Look through the listing below for the word "exch" and copy every line where it occurs.
*** Dataset excerpts Section Begins ***
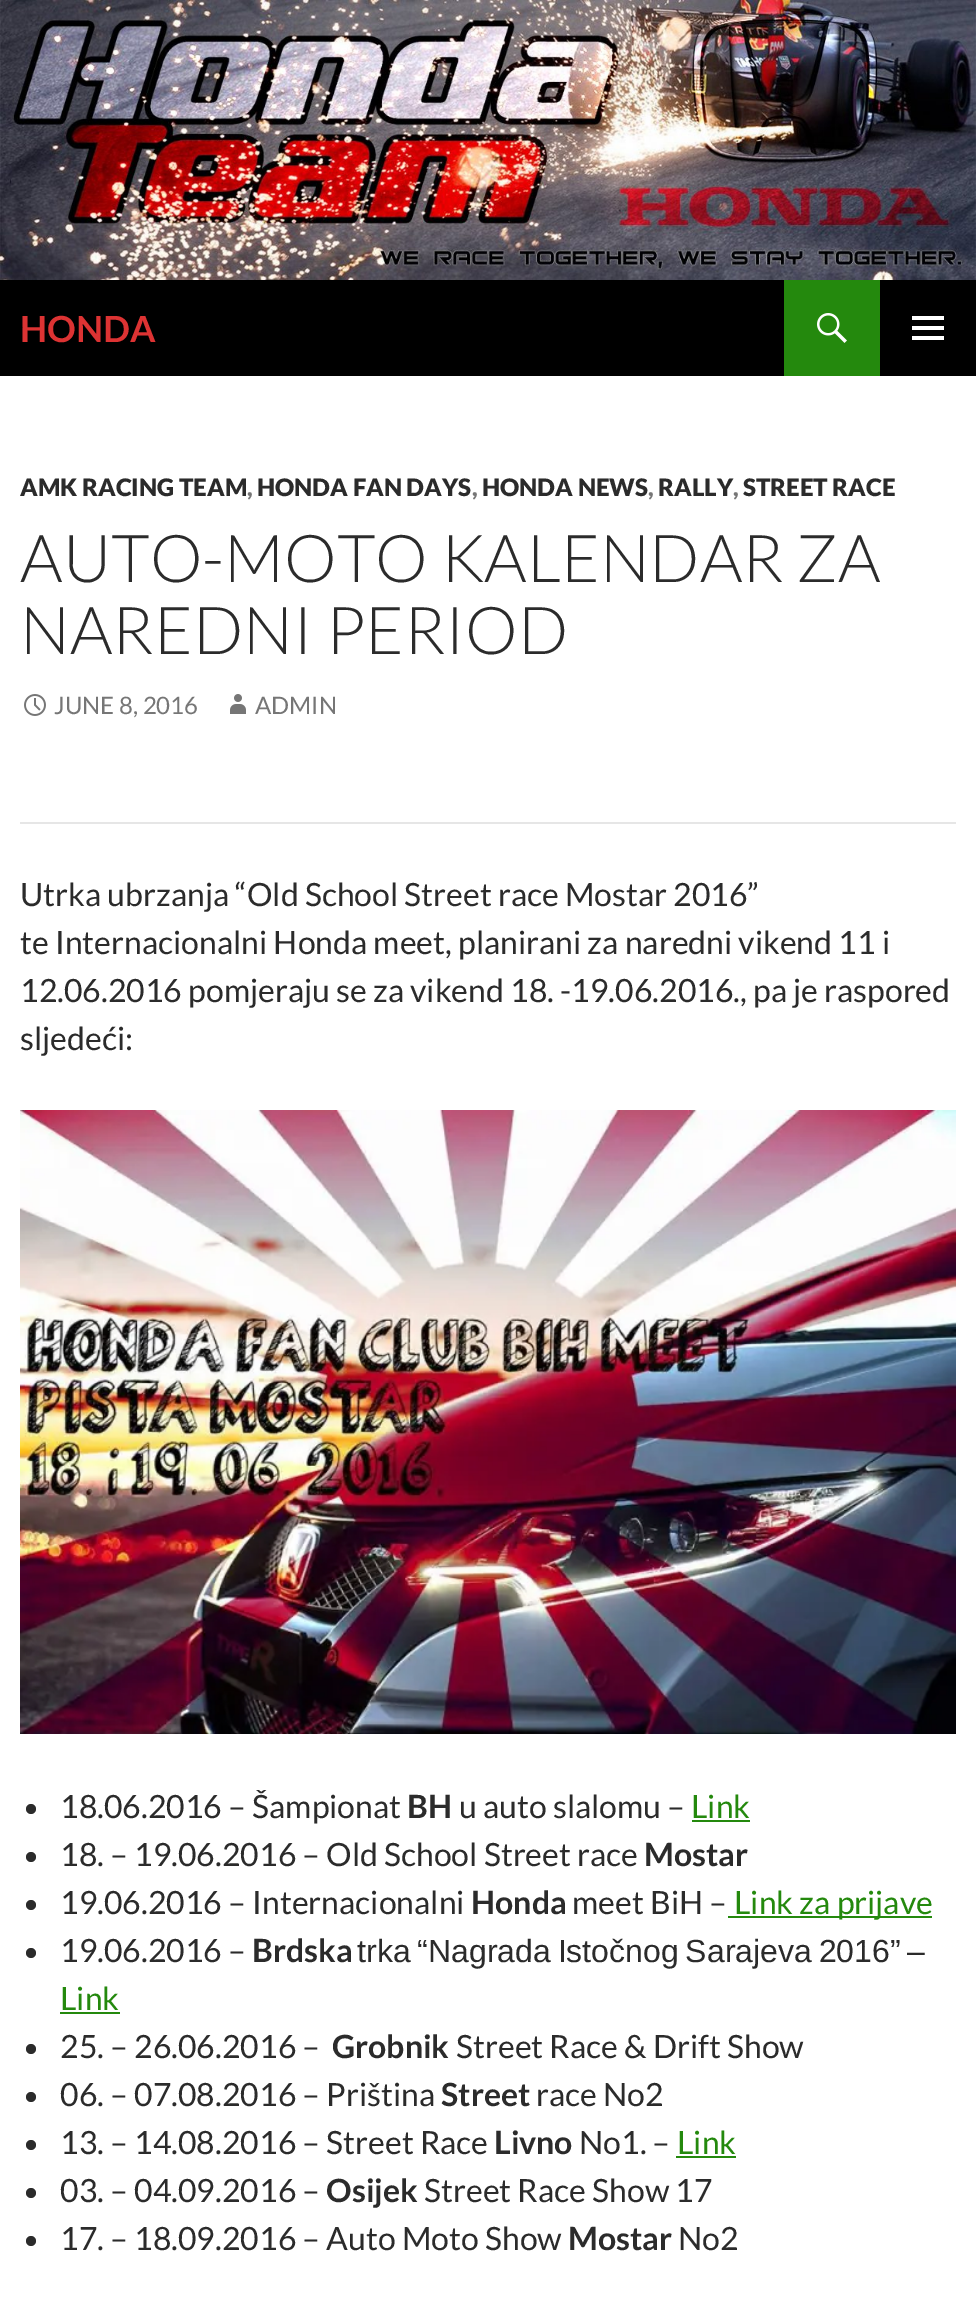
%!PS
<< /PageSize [976 2308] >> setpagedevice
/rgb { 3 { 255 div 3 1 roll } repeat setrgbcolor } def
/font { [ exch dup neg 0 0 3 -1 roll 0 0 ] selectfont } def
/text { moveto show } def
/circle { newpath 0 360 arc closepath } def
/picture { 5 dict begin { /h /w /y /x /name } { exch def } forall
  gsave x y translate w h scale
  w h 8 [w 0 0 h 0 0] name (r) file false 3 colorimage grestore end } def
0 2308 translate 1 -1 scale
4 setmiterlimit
255 255 255 rgb
0 0 976 2308 rectfill
(img_01.rgb) 0 0 976 280 picture
0 0 0 rgb
0 280 976 96 rectfill
36 137 13 rgb
784 280 96 96 rectfill
(img_02.rgb) 817 313 30 30 picture
(img_03.rgb) 912 316 32 24 picture
(img_04.rgb) 24 694 22 22 picture
(img_05.rgb) 230 694 16 20 picture
230 230 230 rgb
20 822 936 2 rectfill
(img_06.rgb) 20 1110 936 624 picture
43 43 43 rgb
31 1809 5 circle fill
36 137 13 rgb
692 1820 58 2 rectfill
43 43 43 rgb
31 1857 5 circle fill
31 1905 5 circle fill
36 137 13 rgb
728 1916 204 2 rectfill
43 43 43 rgb
31 1953 5 circle fill
36 137 13 rgb
60 2012 60 2 rectfill
43 43 43 rgb
31 2049 5 circle fill
31 2097 5 circle fill
31 2145 5 circle fill
36 137 13 rgb
676 2156 60 2 rectfill
43 43 43 rgb
31 2193 5 circle fill
31 2241 5 circle fill
/Lato-Bold 36 font
221 51 51 rgb
(HONDA) 20 342 text
/Lato-Black 24 font
43 43 43 rgb
(AMK RACING TEAM) 20 496 text
118 118 118 rgb
(,) 247 496 text
43 43 43 rgb
(HONDA FAN DAYS) 257 496 text
118 118 118 rgb
(,) 472 496 text
43 43 43 rgb
(HONDA NEWS) 482 496 text
118 118 118 rgb
(,) 648 496 text
43 43 43 rgb
(RALLY) 658 496 text
118 118 118 rgb
(,) 733 496 text
43 43 43 rgb
(STREET RACE) 743 496 text
/Lato-Light 66 font
(AUTO-MOTO KALENDAR ZA) 20 582 text
(NAREDNI PERIOD) 20 654 text
/Lato-Regular 24 font
118 118 118 rgb
(JUNE 8, 2016) 54 714 text
(ADMIN) 255 714 text
/Lato-Regular 32 font
43 43 43 rgb
(Utrka ubrzanja “Old School Street race Mostar 2016”) 20 906 text
(te Internacionalni Honda meet, planirani za naredni vikend 11 i) 20 954 text
(12.06.2016 pomjeraju se za vikend 18. -19.06.2016., pa je raspored) 20 1002 text
(sljedeći:) 20 1050 text
(18.06.2016 – Šampionat) 60 1818 text
/Lato-Bold 32 font
(BH) 407 1818 text
/Lato-Regular 32 font
(u auto slalomu –) 459 1818 text
36 137 13 rgb
(Link) 691 1818 text
43 43 43 rgb
(18. – 19.06.2016 – Old School Street race) 60 1866 text
/Lato-Bold 32 font
(Mostar) 644 1866 text
/Lato-Regular 32 font
(19.06.2016 – Internacionalni) 60 1914 text
/Lato-Bold 32 font
(Honda) 471 1914 text
/Lato-Regular 32 font
(meet BiH –) 572 1914 text
36 137 13 rgb
(Link za prijave) 734 1914 text
43 43 43 rgb
(19.06.2016 –) 60 1962 text
/Lato-Bold 32 font
(Brdska) 252 1962 text
/LiberationSans-Regular 32 font
357 1962 moveto -2 0 32 (trka “Nagrada Istočnog Sarajeva 2016” –) widthshow
/Lato-Regular 32 font
36 137 13 rgb
(Link) 60 2010 text
43 43 43 rgb
(25. – 26.06.2016 –) 60 2058 text
/Lato-Bold 32 font
(Grobnik) 332 2058 text
/Lato-Regular 32 font
(Street Race & Drift Show) 456 2058 text
(06. – 07.08.2016 – Priština) 60 2106 text
/Lato-Bold 32 font
(Street) 441 2106 text
/Lato-Regular 32 font
(race No2) 536 2106 text
(13. – 14.08.2016 – Street Race) 60 2154 text
/Lato-Bold 32 font
(Livno) 494 2154 text
/Lato-Regular 32 font
(No1. –) 579 2154 text
36 137 13 rgb
(Link) 677 2154 text
43 43 43 rgb
(03. – 04.09.2016 –) 60 2202 text
/Lato-Bold 32 font
(Osijek) 326 2202 text
/Lato-Regular 32 font
(Street Race Show 17) 424 2202 text
(17. – 18.09.2016 – Auto Moto Show) 60 2250 text
/Lato-Bold 32 font
(Mostar) 568 2250 text
/Lato-Regular 32 font
(No2) 678 2250 text
showpage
*** Dataset excerpts Section Ends ***
## Task result
/font { [ exch dup neg 0 0 3 -1 roll 0 0 ] selectfont } def
/picture { 5 dict begin { /h /w /y /x /name } { exch def } forall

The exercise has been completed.